At that time, we were coming off a strong run of journalistic successes, but many parts of our newsroom needed focused attention if we were to put this place on a sustainable and long-term growth trajectory. Carrie made special efforts to improve our audience engagement team and drive innovation on our platforms; as we look around us, we see people like Lily Mihalik, Ali Manzano and Paul Volpe, who are in essential jobs that did not exist previously.

She invigorated reporters and forged strong relationships with editors like Luiza Savage, Joe Schatz, Blake Hounshell, Sudeep Reddy, Karey Van Hall, Angela Greiling Keane, Marty Kady, Peter Canellos, Steve Heuser, Brooke Minters, Mike Zapler, Robin Turner, Irene Noguchi, Jess Cuellar and so many others that have driven our journalism forward, particularly as she and Matt Kaminski did the work of reorganizing a modern newsroom.

Above all, Carrie drove our coverage of the Trump era in Washington, an unprecedented period that saw POLITICO produce some of its highest impact journalism at the intersection of politics and policy – with the awards (and Cabinet resignations) to prove it….

In those early days of POLITICO, I was aware of every hire and was often directly involved in recruiting in a way that we are too big to do today.

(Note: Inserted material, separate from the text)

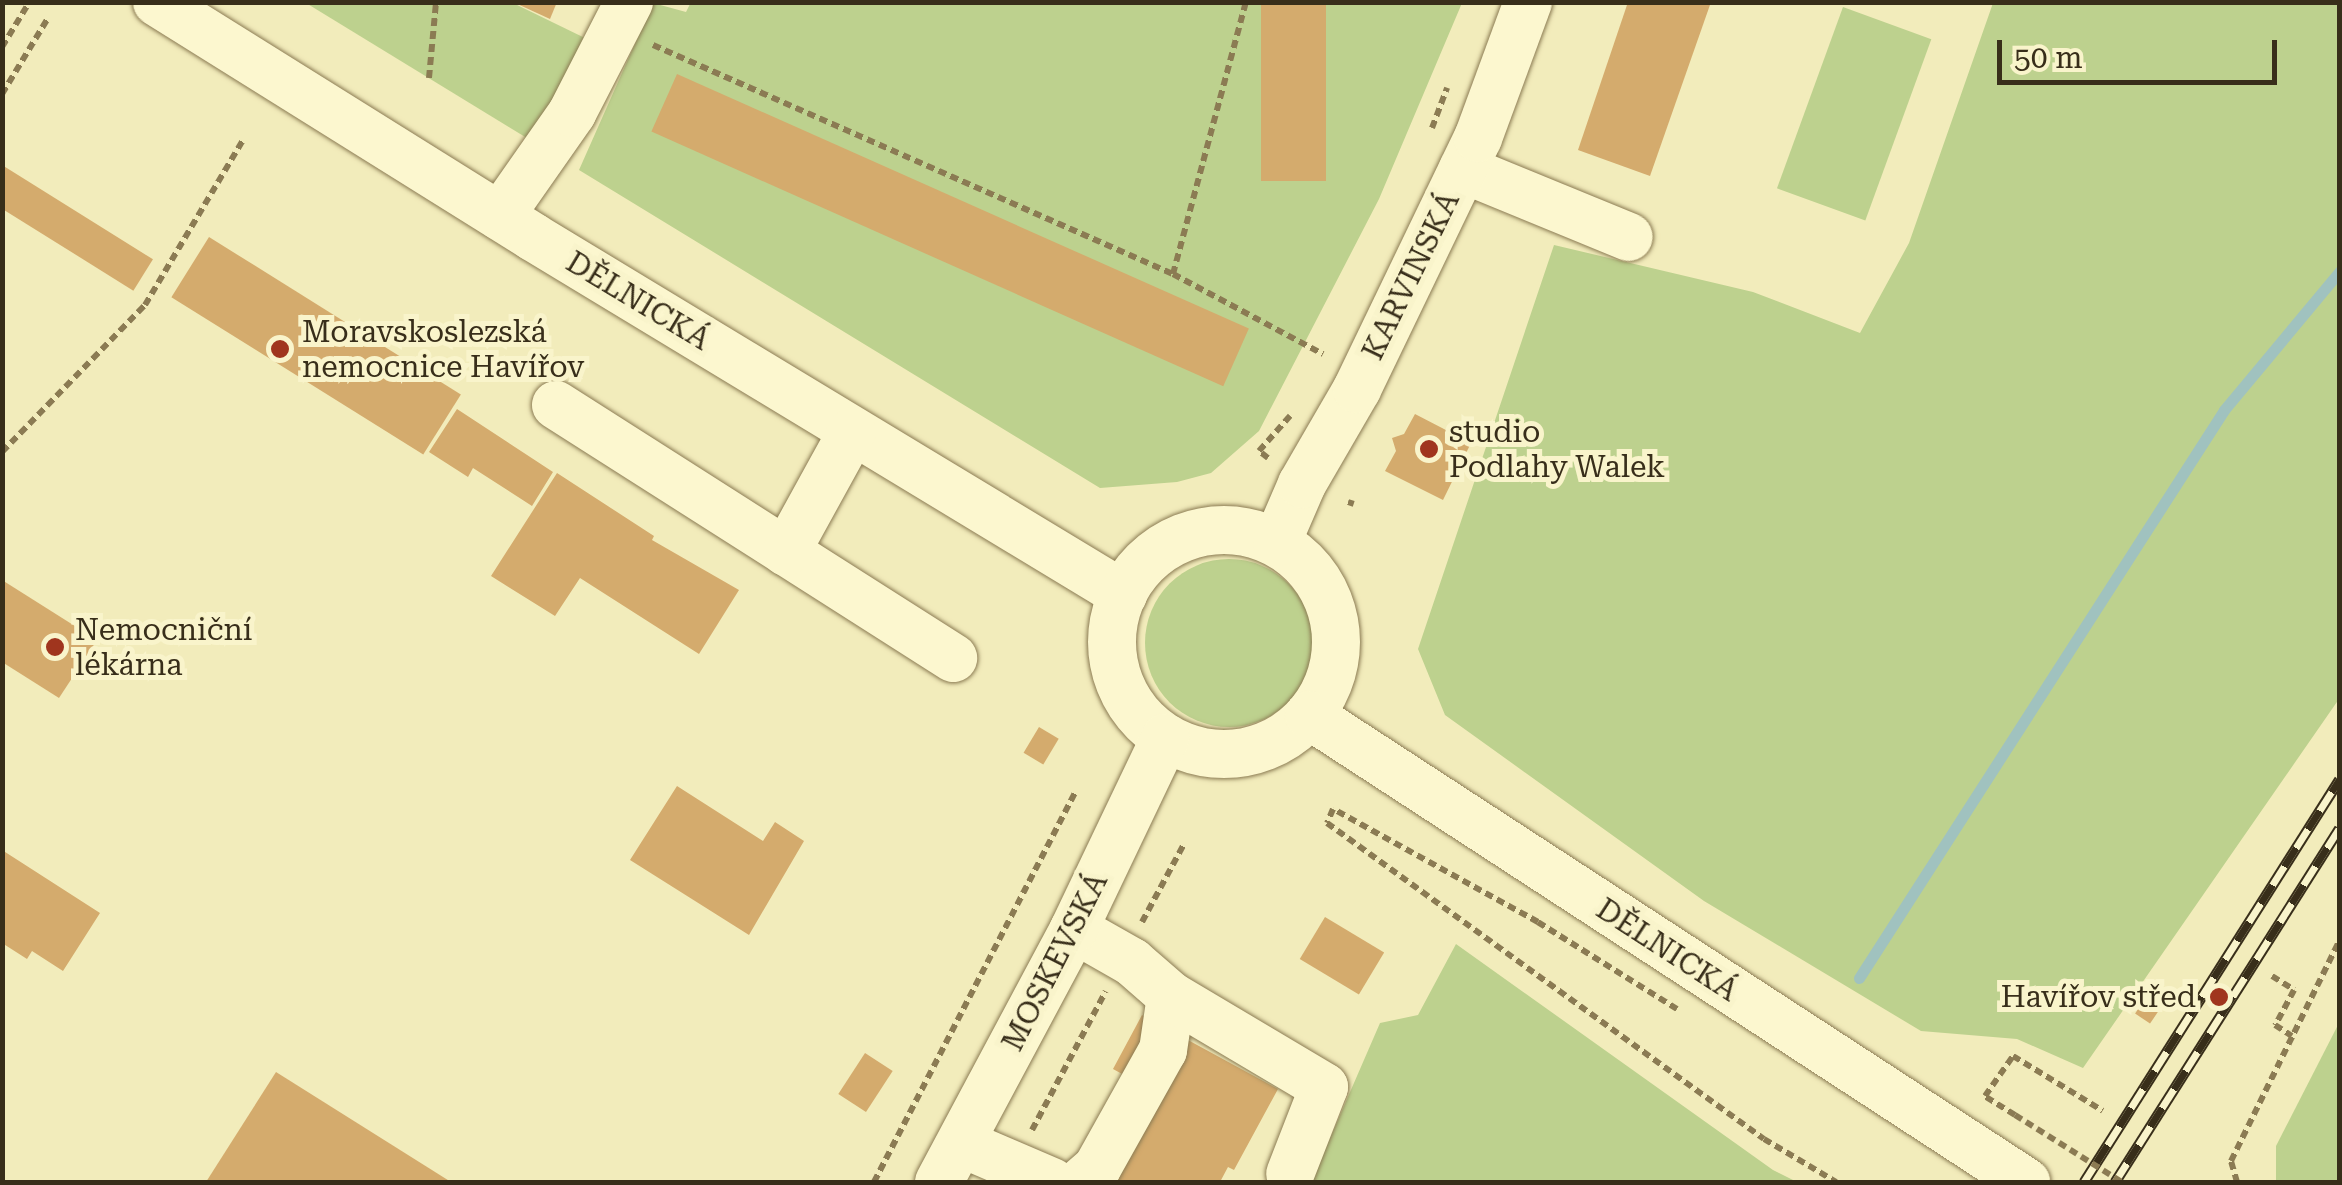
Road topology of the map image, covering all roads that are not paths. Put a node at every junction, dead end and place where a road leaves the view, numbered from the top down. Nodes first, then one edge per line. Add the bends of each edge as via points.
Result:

As John Harris reminded me, our promise to the young Philadelphia Inquirer reporter was that she would have more fun, more impact, and reap the benefits of more success if she joined our startup. Just as she delivered on her end of the bargain, we have delivered on ours. We are going to keep delivering now for our collection of newsrooms that includes more than five hundred journalists spanning nine time zones….

There is one more place where I would like to draw on examples I associate with Carrie. For all our recent success, we are emerging from a very difficult and often dark period—certainly for our country, but these outside events naturally affect us as journalists, media professionals, and citizens. There is serious work ahead, but as we emerge from the pandemic it feels reasonable at last to feel lightness. Let’s do that work with a spring in our step, with laughter, with joy in meeting and beating the competition, and with satisfaction in serving our country by serving our audience.

Thank you to Carrie—and thank you to each of her colleagues who joins me in wishing her well.